[[ Data shown open ]]

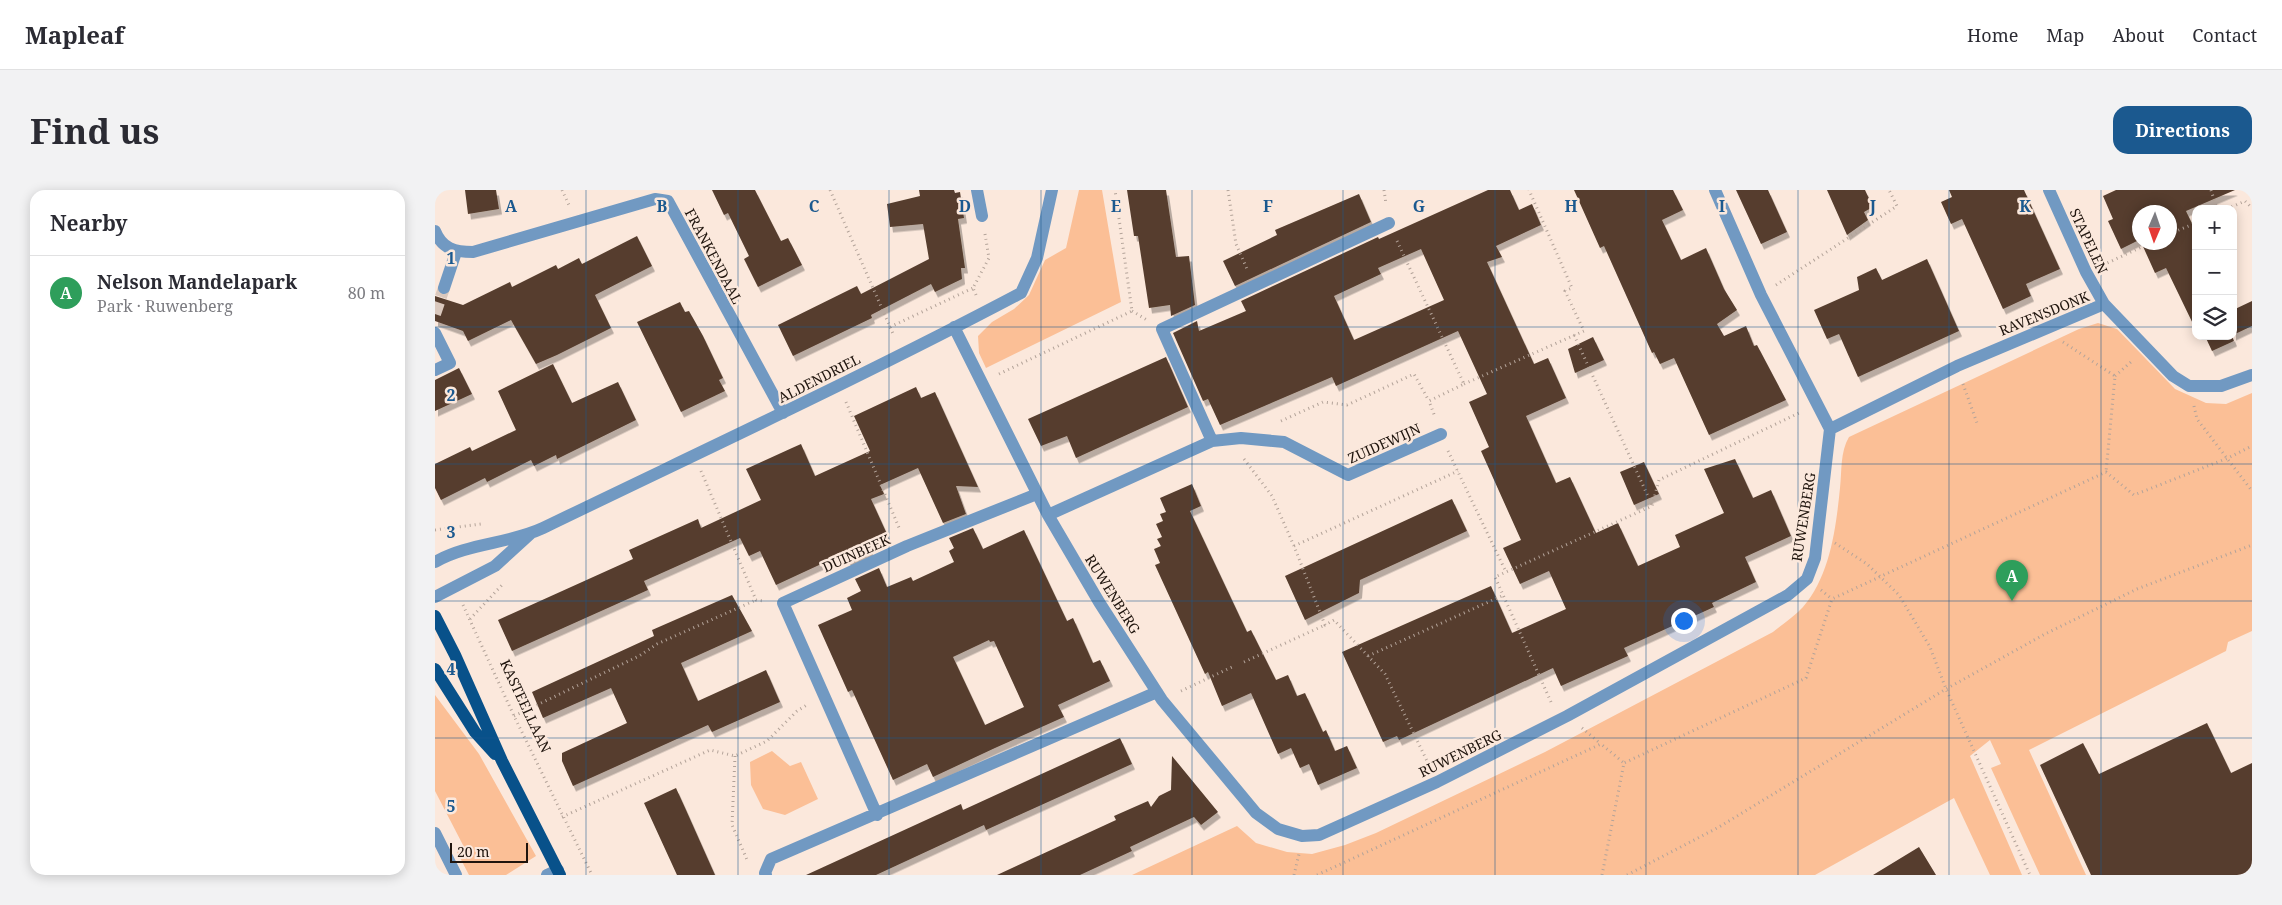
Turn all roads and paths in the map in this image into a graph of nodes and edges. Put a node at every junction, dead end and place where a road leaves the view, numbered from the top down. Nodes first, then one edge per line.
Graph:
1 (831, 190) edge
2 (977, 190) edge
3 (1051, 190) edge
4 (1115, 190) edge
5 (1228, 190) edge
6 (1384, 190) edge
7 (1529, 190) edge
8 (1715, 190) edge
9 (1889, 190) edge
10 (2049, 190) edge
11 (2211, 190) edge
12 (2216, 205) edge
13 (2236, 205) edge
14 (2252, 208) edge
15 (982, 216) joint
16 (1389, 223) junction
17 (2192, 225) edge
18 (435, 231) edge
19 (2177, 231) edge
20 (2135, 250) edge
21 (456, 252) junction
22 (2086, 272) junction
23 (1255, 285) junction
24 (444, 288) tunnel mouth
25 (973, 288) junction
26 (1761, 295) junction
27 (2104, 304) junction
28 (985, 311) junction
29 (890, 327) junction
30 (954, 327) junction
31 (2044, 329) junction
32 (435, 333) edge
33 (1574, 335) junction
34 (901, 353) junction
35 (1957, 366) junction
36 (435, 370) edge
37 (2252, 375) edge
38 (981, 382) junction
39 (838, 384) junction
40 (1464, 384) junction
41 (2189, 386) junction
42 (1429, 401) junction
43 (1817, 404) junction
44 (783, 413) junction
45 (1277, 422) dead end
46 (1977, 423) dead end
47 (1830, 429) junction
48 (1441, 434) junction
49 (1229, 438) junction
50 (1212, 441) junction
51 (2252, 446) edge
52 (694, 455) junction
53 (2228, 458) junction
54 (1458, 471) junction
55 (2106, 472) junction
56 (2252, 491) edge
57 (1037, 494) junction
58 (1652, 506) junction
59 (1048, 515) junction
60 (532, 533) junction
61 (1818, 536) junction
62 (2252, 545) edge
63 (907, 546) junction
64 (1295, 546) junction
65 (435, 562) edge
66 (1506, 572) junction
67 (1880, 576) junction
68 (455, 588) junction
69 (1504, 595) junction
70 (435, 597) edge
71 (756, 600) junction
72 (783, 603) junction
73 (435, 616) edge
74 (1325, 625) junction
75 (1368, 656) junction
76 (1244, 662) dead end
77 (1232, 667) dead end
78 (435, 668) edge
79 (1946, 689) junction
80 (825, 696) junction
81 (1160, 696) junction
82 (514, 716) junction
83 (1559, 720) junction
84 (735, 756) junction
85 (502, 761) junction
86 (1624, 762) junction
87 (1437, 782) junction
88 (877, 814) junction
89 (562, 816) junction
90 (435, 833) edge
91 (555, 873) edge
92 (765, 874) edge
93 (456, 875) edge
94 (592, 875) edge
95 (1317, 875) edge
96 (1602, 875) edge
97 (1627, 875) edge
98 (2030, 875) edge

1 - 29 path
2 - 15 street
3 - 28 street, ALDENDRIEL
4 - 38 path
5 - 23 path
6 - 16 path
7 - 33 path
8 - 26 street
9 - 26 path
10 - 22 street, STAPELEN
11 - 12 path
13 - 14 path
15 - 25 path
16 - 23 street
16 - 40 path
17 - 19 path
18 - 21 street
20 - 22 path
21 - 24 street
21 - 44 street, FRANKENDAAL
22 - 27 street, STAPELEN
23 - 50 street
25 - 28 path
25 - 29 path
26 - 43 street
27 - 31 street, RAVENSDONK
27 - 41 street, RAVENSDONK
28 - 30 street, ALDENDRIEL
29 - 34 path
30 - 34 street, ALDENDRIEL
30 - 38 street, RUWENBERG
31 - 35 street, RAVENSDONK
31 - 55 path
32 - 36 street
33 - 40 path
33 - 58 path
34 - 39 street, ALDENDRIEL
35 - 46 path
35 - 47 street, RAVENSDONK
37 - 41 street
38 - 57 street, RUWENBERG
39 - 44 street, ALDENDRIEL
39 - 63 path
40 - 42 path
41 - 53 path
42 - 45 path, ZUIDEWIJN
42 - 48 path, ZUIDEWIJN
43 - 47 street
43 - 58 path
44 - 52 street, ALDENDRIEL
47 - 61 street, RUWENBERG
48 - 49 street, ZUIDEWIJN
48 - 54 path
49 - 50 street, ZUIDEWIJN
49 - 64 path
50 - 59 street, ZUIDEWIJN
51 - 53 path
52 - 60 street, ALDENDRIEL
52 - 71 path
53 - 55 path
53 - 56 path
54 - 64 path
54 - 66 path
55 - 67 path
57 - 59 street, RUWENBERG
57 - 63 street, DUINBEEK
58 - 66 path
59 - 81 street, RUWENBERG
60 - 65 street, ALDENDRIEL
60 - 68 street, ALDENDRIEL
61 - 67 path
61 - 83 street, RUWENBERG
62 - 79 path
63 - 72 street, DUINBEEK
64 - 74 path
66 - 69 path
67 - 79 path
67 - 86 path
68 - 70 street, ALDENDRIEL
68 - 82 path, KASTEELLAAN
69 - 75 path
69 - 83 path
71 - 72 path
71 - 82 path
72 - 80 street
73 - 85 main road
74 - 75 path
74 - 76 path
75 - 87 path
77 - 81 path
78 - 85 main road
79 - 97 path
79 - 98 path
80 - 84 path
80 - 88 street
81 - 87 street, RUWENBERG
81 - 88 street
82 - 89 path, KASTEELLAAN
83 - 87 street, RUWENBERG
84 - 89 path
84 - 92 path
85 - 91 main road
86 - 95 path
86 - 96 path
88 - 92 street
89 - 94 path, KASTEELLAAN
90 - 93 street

[[ Data shown closed ]]
[[ Data shown open ]]

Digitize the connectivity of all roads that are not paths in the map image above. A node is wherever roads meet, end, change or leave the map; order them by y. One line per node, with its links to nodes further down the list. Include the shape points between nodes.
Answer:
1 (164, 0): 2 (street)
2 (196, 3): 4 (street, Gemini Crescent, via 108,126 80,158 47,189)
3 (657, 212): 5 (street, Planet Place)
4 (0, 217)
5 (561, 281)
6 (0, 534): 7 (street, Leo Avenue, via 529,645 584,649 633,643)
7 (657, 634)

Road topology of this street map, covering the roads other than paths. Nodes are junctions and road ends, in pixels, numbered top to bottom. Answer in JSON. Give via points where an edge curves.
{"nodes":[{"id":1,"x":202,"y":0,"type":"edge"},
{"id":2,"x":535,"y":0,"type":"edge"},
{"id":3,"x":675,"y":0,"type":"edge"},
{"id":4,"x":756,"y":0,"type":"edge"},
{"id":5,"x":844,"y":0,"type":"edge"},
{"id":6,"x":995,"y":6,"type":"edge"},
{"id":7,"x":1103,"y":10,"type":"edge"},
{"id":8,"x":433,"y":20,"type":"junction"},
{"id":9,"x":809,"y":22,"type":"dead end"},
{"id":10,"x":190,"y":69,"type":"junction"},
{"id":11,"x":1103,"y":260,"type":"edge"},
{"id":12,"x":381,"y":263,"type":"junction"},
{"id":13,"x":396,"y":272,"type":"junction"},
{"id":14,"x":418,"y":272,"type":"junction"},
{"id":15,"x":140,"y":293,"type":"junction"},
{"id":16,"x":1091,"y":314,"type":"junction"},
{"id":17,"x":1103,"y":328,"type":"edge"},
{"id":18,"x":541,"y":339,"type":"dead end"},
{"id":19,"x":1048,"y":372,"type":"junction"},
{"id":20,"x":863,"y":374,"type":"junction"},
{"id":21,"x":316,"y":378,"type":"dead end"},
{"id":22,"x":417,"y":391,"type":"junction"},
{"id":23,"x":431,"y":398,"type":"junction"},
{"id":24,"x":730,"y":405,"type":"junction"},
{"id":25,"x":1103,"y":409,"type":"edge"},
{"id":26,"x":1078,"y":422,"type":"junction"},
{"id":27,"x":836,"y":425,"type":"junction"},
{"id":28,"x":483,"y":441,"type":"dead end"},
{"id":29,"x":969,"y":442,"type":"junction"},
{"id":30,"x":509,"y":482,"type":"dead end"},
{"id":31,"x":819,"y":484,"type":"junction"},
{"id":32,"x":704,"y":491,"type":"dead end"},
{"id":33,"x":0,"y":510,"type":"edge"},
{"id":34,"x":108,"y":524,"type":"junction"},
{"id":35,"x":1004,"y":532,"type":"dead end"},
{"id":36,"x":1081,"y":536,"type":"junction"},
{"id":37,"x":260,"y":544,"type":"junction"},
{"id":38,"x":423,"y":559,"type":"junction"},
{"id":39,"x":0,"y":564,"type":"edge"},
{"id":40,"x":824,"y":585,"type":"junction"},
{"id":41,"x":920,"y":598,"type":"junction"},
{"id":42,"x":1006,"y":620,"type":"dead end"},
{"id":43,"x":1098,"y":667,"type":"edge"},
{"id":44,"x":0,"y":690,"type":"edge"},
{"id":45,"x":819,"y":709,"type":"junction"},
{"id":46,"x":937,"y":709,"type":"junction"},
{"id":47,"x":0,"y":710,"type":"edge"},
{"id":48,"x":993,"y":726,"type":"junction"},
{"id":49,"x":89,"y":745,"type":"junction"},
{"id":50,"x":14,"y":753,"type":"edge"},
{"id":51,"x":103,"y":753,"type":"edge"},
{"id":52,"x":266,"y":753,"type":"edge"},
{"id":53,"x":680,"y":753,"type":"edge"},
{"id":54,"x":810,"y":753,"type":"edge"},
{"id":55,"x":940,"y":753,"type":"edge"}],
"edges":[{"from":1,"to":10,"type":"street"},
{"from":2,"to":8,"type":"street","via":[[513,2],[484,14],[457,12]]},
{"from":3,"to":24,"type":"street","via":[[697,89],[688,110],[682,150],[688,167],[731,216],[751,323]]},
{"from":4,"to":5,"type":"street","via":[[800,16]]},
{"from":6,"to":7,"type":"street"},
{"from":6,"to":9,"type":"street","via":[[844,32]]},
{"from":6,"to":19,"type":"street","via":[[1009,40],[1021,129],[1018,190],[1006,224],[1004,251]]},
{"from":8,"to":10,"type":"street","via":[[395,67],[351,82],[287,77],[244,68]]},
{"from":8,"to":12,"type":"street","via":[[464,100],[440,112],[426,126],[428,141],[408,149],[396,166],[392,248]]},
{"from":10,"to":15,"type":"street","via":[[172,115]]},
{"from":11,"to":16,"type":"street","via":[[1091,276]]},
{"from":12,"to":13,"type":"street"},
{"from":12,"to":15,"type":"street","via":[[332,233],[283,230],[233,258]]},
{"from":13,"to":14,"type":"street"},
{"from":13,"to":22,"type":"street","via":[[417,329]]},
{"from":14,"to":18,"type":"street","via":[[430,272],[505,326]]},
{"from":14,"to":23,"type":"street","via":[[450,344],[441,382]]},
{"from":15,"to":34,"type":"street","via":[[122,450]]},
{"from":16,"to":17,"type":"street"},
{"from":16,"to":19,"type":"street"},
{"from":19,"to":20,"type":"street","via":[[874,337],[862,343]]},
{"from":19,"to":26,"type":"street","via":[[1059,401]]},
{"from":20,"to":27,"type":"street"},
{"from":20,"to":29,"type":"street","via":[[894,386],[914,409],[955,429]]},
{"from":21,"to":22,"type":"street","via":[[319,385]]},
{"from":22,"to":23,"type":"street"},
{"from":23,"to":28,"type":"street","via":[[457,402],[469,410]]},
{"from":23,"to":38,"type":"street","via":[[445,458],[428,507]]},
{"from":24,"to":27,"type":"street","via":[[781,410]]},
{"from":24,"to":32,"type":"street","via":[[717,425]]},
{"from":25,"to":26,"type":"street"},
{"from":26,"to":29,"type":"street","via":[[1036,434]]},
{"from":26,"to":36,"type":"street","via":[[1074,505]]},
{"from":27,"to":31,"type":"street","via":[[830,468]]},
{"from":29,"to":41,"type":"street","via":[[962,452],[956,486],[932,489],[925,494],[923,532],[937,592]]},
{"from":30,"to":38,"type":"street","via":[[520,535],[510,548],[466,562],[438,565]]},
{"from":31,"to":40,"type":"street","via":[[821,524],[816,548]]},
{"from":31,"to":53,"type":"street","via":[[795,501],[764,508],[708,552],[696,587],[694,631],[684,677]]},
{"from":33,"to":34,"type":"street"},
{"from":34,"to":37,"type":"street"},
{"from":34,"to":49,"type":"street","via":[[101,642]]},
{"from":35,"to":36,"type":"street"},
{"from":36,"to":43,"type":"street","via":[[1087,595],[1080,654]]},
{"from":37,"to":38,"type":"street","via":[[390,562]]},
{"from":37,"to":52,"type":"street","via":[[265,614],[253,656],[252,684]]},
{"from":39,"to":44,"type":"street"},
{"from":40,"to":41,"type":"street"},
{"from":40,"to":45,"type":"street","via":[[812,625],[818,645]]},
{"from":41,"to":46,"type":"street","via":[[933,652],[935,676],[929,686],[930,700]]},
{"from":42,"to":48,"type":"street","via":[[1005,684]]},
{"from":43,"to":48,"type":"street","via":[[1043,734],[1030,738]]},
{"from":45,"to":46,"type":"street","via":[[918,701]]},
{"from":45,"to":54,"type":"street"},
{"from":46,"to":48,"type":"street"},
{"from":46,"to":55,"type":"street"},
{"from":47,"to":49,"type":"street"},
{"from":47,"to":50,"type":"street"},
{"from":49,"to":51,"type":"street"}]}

[[ Data shown closed ]]
[[ Data shown open ]]

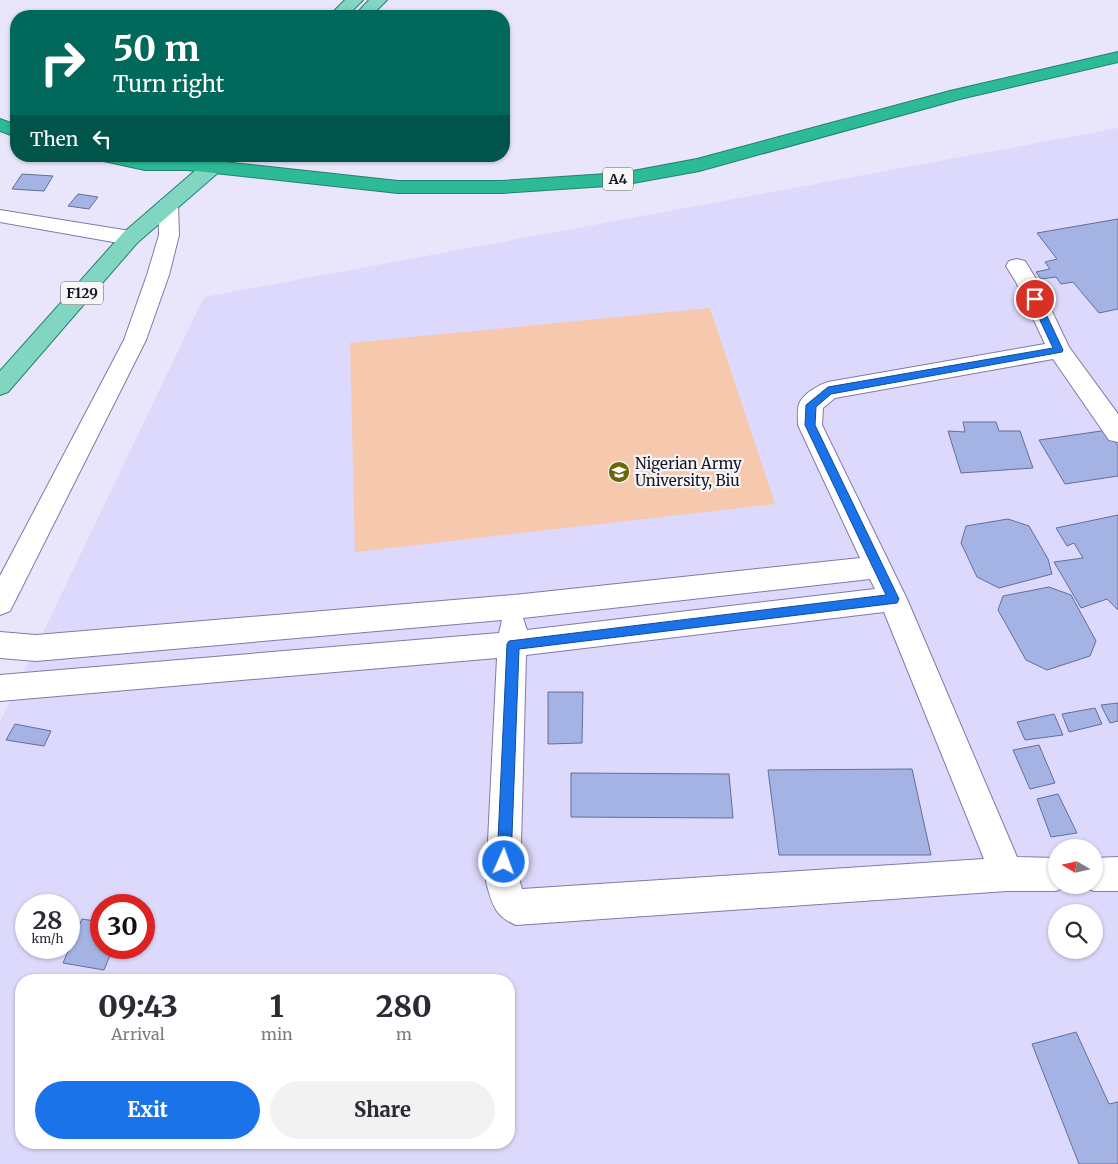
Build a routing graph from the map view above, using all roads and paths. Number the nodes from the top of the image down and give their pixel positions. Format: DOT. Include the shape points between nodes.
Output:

[[ Data shown closed ]]

* Goal of the exercise *
Determine how many of the lines above hold the word "image", and output that number by itself.

* Task response *
3